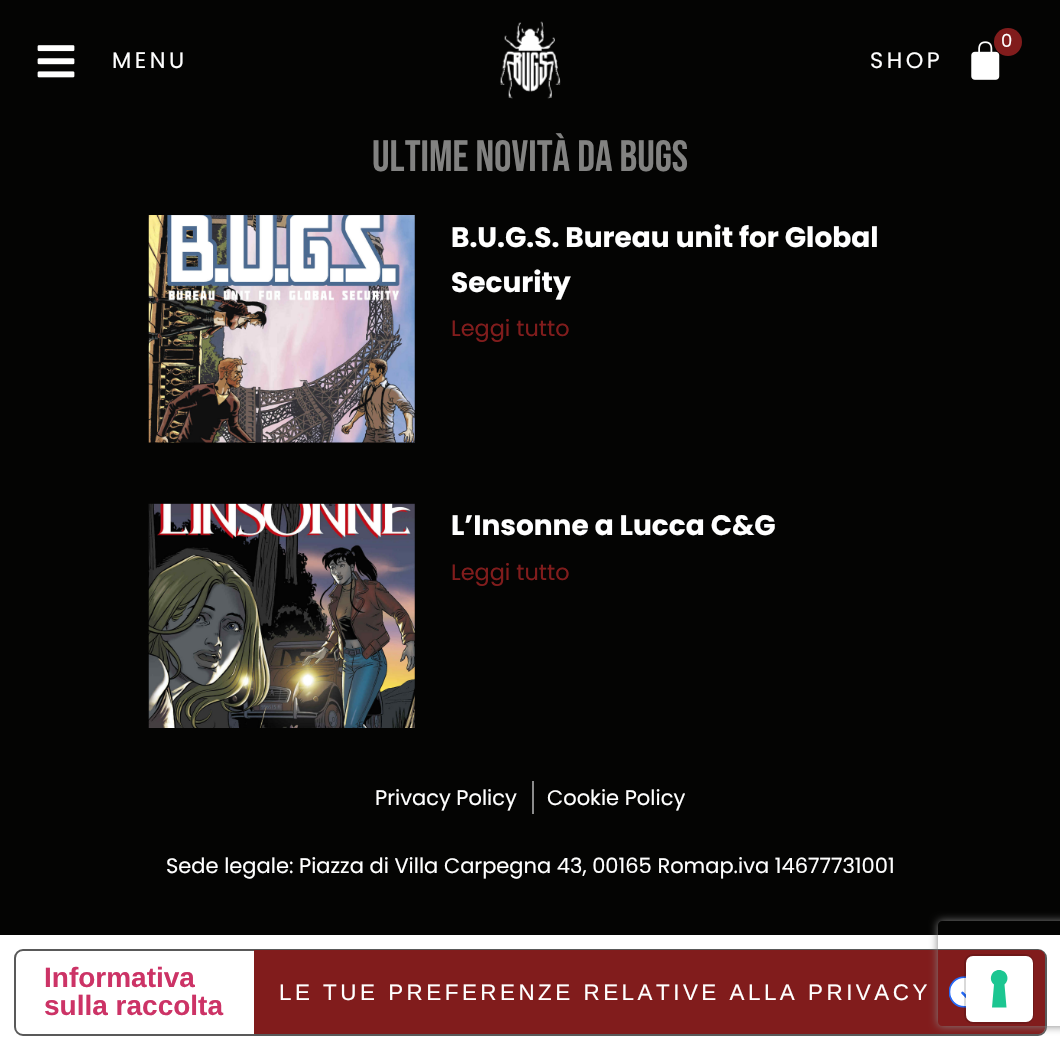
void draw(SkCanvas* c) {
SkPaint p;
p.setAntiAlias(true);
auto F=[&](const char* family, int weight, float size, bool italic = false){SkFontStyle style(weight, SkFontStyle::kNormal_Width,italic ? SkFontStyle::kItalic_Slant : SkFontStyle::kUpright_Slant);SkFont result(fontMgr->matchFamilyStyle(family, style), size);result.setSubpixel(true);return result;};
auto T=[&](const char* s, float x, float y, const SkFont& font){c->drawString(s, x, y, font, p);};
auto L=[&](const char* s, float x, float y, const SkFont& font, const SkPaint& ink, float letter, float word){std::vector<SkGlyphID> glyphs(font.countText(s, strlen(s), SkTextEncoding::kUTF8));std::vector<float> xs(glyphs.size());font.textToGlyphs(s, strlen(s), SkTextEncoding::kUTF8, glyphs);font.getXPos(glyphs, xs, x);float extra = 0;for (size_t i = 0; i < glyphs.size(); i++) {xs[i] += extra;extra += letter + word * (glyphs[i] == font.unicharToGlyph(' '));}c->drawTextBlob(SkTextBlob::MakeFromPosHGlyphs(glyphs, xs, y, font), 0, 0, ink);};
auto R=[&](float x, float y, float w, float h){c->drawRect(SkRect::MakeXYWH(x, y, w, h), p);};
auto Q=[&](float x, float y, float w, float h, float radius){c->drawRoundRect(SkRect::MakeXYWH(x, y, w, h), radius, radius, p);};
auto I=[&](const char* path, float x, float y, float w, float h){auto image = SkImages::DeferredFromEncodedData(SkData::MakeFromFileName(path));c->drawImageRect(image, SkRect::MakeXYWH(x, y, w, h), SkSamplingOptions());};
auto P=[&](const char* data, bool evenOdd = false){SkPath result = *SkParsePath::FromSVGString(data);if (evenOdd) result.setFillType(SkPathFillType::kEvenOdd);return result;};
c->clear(0xffffffff);
p.setColor(0xff040403);
R(0,0,1060,935);
I("1.png",37,45,38,33);
auto f1 = F("Poppins",400,22.4);
p.setColor(0xffffffff);
L("MENU",112,68,f1,p,3.5,0);
I("2.png",500,21,61,78);
I("3.png",971,41,29,39);
p.setColor(0xff811c1c);
c->drawCircle(1008,42,14,p);
auto f2 = F("Poppins",400,18);
p.setColor(0xffffffff);
L("0",1001,47,f2,p,3.5,0);
L("SHOP",870,68,f1,p,3.5,0);
auto f3 = F("Bebas Neue",400,43.75);
p.setColor(0xff828281);
T("Ultime novità da Bugs",372,171,f3);
I("4.png",148,215,267,228);
auto f4 = F("Poppins",700,28);
p.setColor(0xffffffff);
T("B.U.G.S. Bureau unit for Global",451,247,f4);
T("Security",451,292,f4);
p.setColor(0xff811c1c);
T("Leggi tutto",451,336,f1);
I("5.png",148,503,267,225);
p.setColor(0xffffffff);
T("L’Insonne a Lucca C&G",451,535,f4);
p.setColor(0xff811c1c);
T("Leggi tutto",451,580,f1);
auto f5 = F("Poppins",400,21);
p.setColor(0xffffffff);
T("Privacy Policy",375,805,f5);
p.setColor(0xff8b8b8b);
R(532,781,2,33);
p.setColor(0xffffffff);
T("Cookie Policy",547,805,f5);
T("Sede legale: Piazza di Villa Carpegna 43, 00165 Romap.iva 14677731001",166,873,f5);
p.setStroke(true);
p.setStrokeWidth(2);
p.setColor(0xff595959);
c->drawRoundRect(SkRect::MakeXYWH(15,950,1031,85),8,8,p);
p.setStroke(false);
p.setColor(0xff811c1c);
c->drawPath(P("M254 950h784c4 0 7 3 7 7v70c0 4-3 7-7 7h-784z"),p);
c->drawPath(P("M254 950v84h784c4 0 7-3 7-7v-70c0-4-3-7-7-7zm4 4v76h783v-76z",true),p);
I("6.png",949,976,17,32);
c->save();
c->clipPath(P("M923 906h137v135h-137zm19 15h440c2 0 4 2 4 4v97c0 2-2 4-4 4h-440c-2 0-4-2-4-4v-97c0-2 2-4 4-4z",true),true);
p.setColor(0xff808080);
p.setMaskFilter(SkMaskFilter::MakeBlur(kNormal_SkBlurStyle, 4.5));
c->drawRoundRect(SkRect::MakeXYWH(938,921,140,105),4,4,p);
p.setMaskFilter(nullptr);
c->restore();
auto f6 = F("Liberation Sans",700,28);
p.setColor(0xffcc3366);
T("Informativa",44,987,f6);
T("sulla raccolta",44,1015,f6);
auto f7 = F("Liberation Sans",400,22.4);
p.setColor(0xffffffff);
L("LE TUE PREFERENZE RELATIVE ALLA PRIVACY",279,1000,f7,p,3.5,0);
p.setStroke(true);
p.setColor(0x26000000);
c->drawRoundRect(SkRect::MakeXYWH(965,955,68,68),8,8,p);
p.setStroke(false);
p.setColor(0xffffffff);
Q(966,956,67,66,7);
p.setColor(0xff1cc691);
c->drawPath(P("M999 970c8 0 11.5 9.5 5.5 14.5l2 23h-14.5l2-23c-6-5-2.5-14.5 5-14.5z",true),p);
}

§ **What is expected**: Please return only the lines above, starting at the line that has "p.setAntiAlias(true);" and ending at the line that has "auto R=[&](float x, float", keeping both and leaving each one unchanged.

§ **Solution**:
p.setAntiAlias(true);
auto F=[&](const char* family, int weight, float size, bool italic = false){SkFontStyle style(weight, SkFontStyle::kNormal_Width,italic ? SkFontStyle::kItalic_Slant : SkFontStyle::kUpright_Slant);SkFont result(fontMgr->matchFamilyStyle(family, style), size);result.setSubpixel(true);return result;};
auto T=[&](const char* s, float x, float y, const SkFont& font){c->drawString(s, x, y, font, p);};
auto L=[&](const char* s, float x, float y, const SkFont& font, const SkPaint& ink, float letter, float word){std::vector<SkGlyphID> glyphs(font.countText(s, strlen(s), SkTextEncoding::kUTF8));std::vector<float> xs(glyphs.size());font.textToGlyphs(s, strlen(s), SkTextEncoding::kUTF8, glyphs);font.getXPos(glyphs, xs, x);float extra = 0;for (size_t i = 0; i < glyphs.size(); i++) {xs[i] += extra;extra += letter + word * (glyphs[i] == font.unicharToGlyph(' '));}c->drawTextBlob(SkTextBlob::MakeFromPosHGlyphs(glyphs, xs, y, font), 0, 0, ink);};
auto R=[&](float x, float y, float w, float h){c->drawRect(SkRect::MakeXYWH(x, y, w, h), p);};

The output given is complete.